Data shown below:
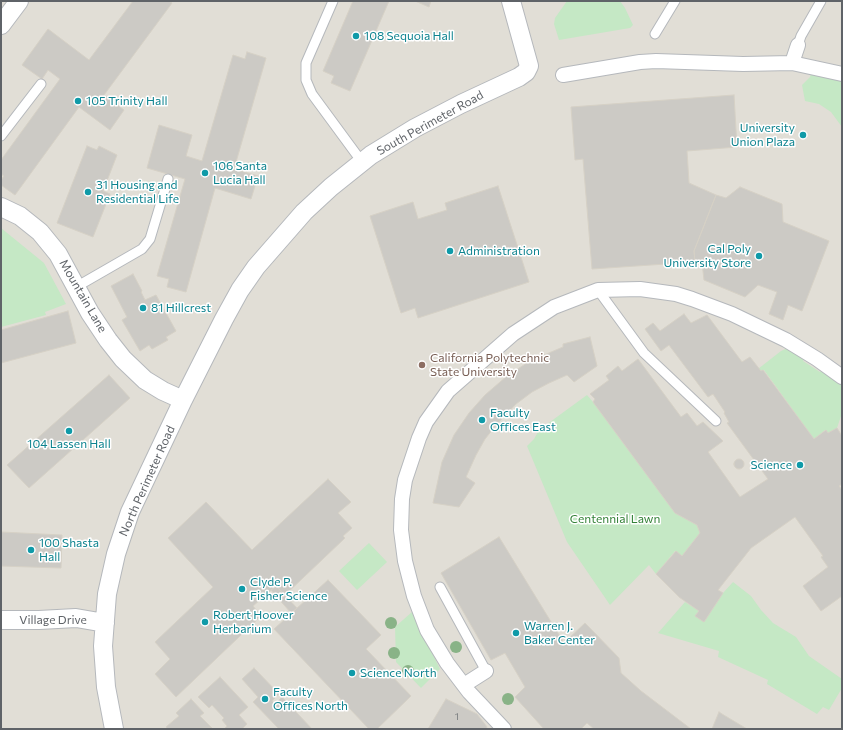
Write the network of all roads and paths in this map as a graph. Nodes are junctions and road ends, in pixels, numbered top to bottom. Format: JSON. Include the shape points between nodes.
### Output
{"nodes":[{"id":1,"x":19,"y":1,"type":"edge"},
{"id":2,"x":333,"y":1,"type":"edge"},
{"id":3,"x":511,"y":1,"type":"edge"},
{"id":4,"x":675,"y":1,"type":"edge"},
{"id":5,"x":821,"y":1,"type":"edge"},
{"id":6,"x":1,"y":25,"type":"edge"},
{"id":7,"x":655,"y":34,"type":"dead end"},
{"id":8,"x":798,"y":45,"type":"joint"},
{"id":9,"x":792,"y":63,"type":"junction"},
{"id":10,"x":842,"y":74,"type":"edge"},
{"id":11,"x":563,"y":75,"type":"dead end"},
{"id":12,"x":41,"y":84,"type":"dead end"},
{"id":13,"x":1,"y":136,"type":"edge"},
{"id":14,"x":362,"y":162,"type":"junction"},
{"id":15,"x":168,"y":179,"type":"dead end"},
{"id":16,"x":1,"y":207,"type":"edge"},
{"id":17,"x":76,"y":287,"type":"junction"},
{"id":18,"x":598,"y":290,"type":"junction"},
{"id":19,"x":842,"y":377,"type":"edge"},
{"id":20,"x":183,"y":400,"type":"junction"},
{"id":21,"x":716,"y":420,"type":"dead end"},
{"id":22,"x":440,"y":587,"type":"dead end"},
{"id":23,"x":1,"y":620,"type":"edge"},
{"id":24,"x":105,"y":622,"type":"junction"},
{"id":25,"x":486,"y":671,"type":"joint"},
{"id":26,"x":464,"y":684,"type":"junction"},
{"id":27,"x":114,"y":729,"type":"edge"},
{"id":28,"x":504,"y":729,"type":"edge"}],
"edges":[{"from":1,"to":6,"type":"street"},
{"from":2,"to":14,"type":"lane","via":[[306,63],[306,80],[312,94]]},
{"from":3,"to":14,"type":"street","name":"South Perimeter Road","via":[[529,66],[526,72],[415,128]]},
{"from":4,"to":7,"type":"lane"},
{"from":5,"to":8,"type":"lane"},
{"from":8,"to":9,"type":"street"},
{"from":9,"to":10,"type":"street"},
{"from":9,"to":11,"type":"street","via":[[656,61]]},
{"from":12,"to":13,"type":"lane"},
{"from":14,"to":20,"type":"street","name":"South Perimeter Road","via":[[304,212],[256,267],[224,319]]},
{"from":15,"to":17,"type":"lane","via":[[150,239],[142,249]]},
{"from":16,"to":17,"type":"street","name":"Mountain Lane","via":[[20,216],[40,232],[58,254]]},
{"from":17,"to":20,"type":"street","name":"Mountain Lane","via":[[90,314],[123,359],[144,380]]},
{"from":18,"to":19,"type":"street","via":[[640,289],[692,299],[732,314],[786,340]]},
{"from":18,"to":21,"type":"lane","via":[[644,353]]},
{"from":18,"to":26,"type":"street","via":[[554,308],[513,334],[448,391],[426,422],[419,438],[405,480],[402,499],[405,561],[414,596],[427,630],[447,663]]},
{"from":20,"to":24,"type":"street","name":"North Perimeter Road","via":[[130,512],[116,554],[107,594]]},
{"from":22,"to":25,"type":"lane"},
{"from":23,"to":24,"type":"street","name":"Village Drive","via":[[76,618]]},
{"from":24,"to":27,"type":"street","name":"North Perimeter Road","via":[[103,646],[106,687]]},
{"from":25,"to":26,"type":"street"},
{"from":26,"to":28,"type":"street"}]}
End of Data shown.
_Exercise aim_
Without the pictures, return each entry exactly as given.

_Response_
Write the network of all roads and paths in this map as a graph. Nodes are junctions and road ends, in pixels, numbered top to bottom. Format: JSON. Include the shape points between nodes.
### Output
{"nodes":[{"id":1,"x":19,"y":1,"type":"edge"},
{"id":2,"x":333,"y":1,"type":"edge"},
{"id":3,"x":511,"y":1,"type":"edge"},
{"id":4,"x":675,"y":1,"type":"edge"},
{"id":5,"x":821,"y":1,"type":"edge"},
{"id":6,"x":1,"y":25,"type":"edge"},
{"id":7,"x":655,"y":34,"type":"dead end"},
{"id":8,"x":798,"y":45,"type":"joint"},
{"id":9,"x":792,"y":63,"type":"junction"},
{"id":10,"x":842,"y":74,"type":"edge"},
{"id":11,"x":563,"y":75,"type":"dead end"},
{"id":12,"x":41,"y":84,"type":"dead end"},
{"id":13,"x":1,"y":136,"type":"edge"},
{"id":14,"x":362,"y":162,"type":"junction"},
{"id":15,"x":168,"y":179,"type":"dead end"},
{"id":16,"x":1,"y":207,"type":"edge"},
{"id":17,"x":76,"y":287,"type":"junction"},
{"id":18,"x":598,"y":290,"type":"junction"},
{"id":19,"x":842,"y":377,"type":"edge"},
{"id":20,"x":183,"y":400,"type":"junction"},
{"id":21,"x":716,"y":420,"type":"dead end"},
{"id":22,"x":440,"y":587,"type":"dead end"},
{"id":23,"x":1,"y":620,"type":"edge"},
{"id":24,"x":105,"y":622,"type":"junction"},
{"id":25,"x":486,"y":671,"type":"joint"},
{"id":26,"x":464,"y":684,"type":"junction"},
{"id":27,"x":114,"y":729,"type":"edge"},
{"id":28,"x":504,"y":729,"type":"edge"}],
"edges":[{"from":1,"to":6,"type":"street"},
{"from":2,"to":14,"type":"lane","via":[[306,63],[306,80],[312,94]]},
{"from":3,"to":14,"type":"street","name":"South Perimeter Road","via":[[529,66],[526,72],[415,128]]},
{"from":4,"to":7,"type":"lane"},
{"from":5,"to":8,"type":"lane"},
{"from":8,"to":9,"type":"street"},
{"from":9,"to":10,"type":"street"},
{"from":9,"to":11,"type":"street","via":[[656,61]]},
{"from":12,"to":13,"type":"lane"},
{"from":14,"to":20,"type":"street","name":"South Perimeter Road","via":[[304,212],[256,267],[224,319]]},
{"from":15,"to":17,"type":"lane","via":[[150,239],[142,249]]},
{"from":16,"to":17,"type":"street","name":"Mountain Lane","via":[[20,216],[40,232],[58,254]]},
{"from":17,"to":20,"type":"street","name":"Mountain Lane","via":[[90,314],[123,359],[144,380]]},
{"from":18,"to":19,"type":"street","via":[[640,289],[692,299],[732,314],[786,340]]},
{"from":18,"to":21,"type":"lane","via":[[644,353]]},
{"from":18,"to":26,"type":"street","via":[[554,308],[513,334],[448,391],[426,422],[419,438],[405,480],[402,499],[405,561],[414,596],[427,630],[447,663]]},
{"from":20,"to":24,"type":"street","name":"North Perimeter Road","via":[[130,512],[116,554],[107,594]]},
{"from":22,"to":25,"type":"lane"},
{"from":23,"to":24,"type":"street","name":"Village Drive","via":[[76,618]]},
{"from":24,"to":27,"type":"street","name":"North Perimeter Road","via":[[103,646],[106,687]]},
{"from":25,"to":26,"type":"street"},
{"from":26,"to":28,"type":"street"}]}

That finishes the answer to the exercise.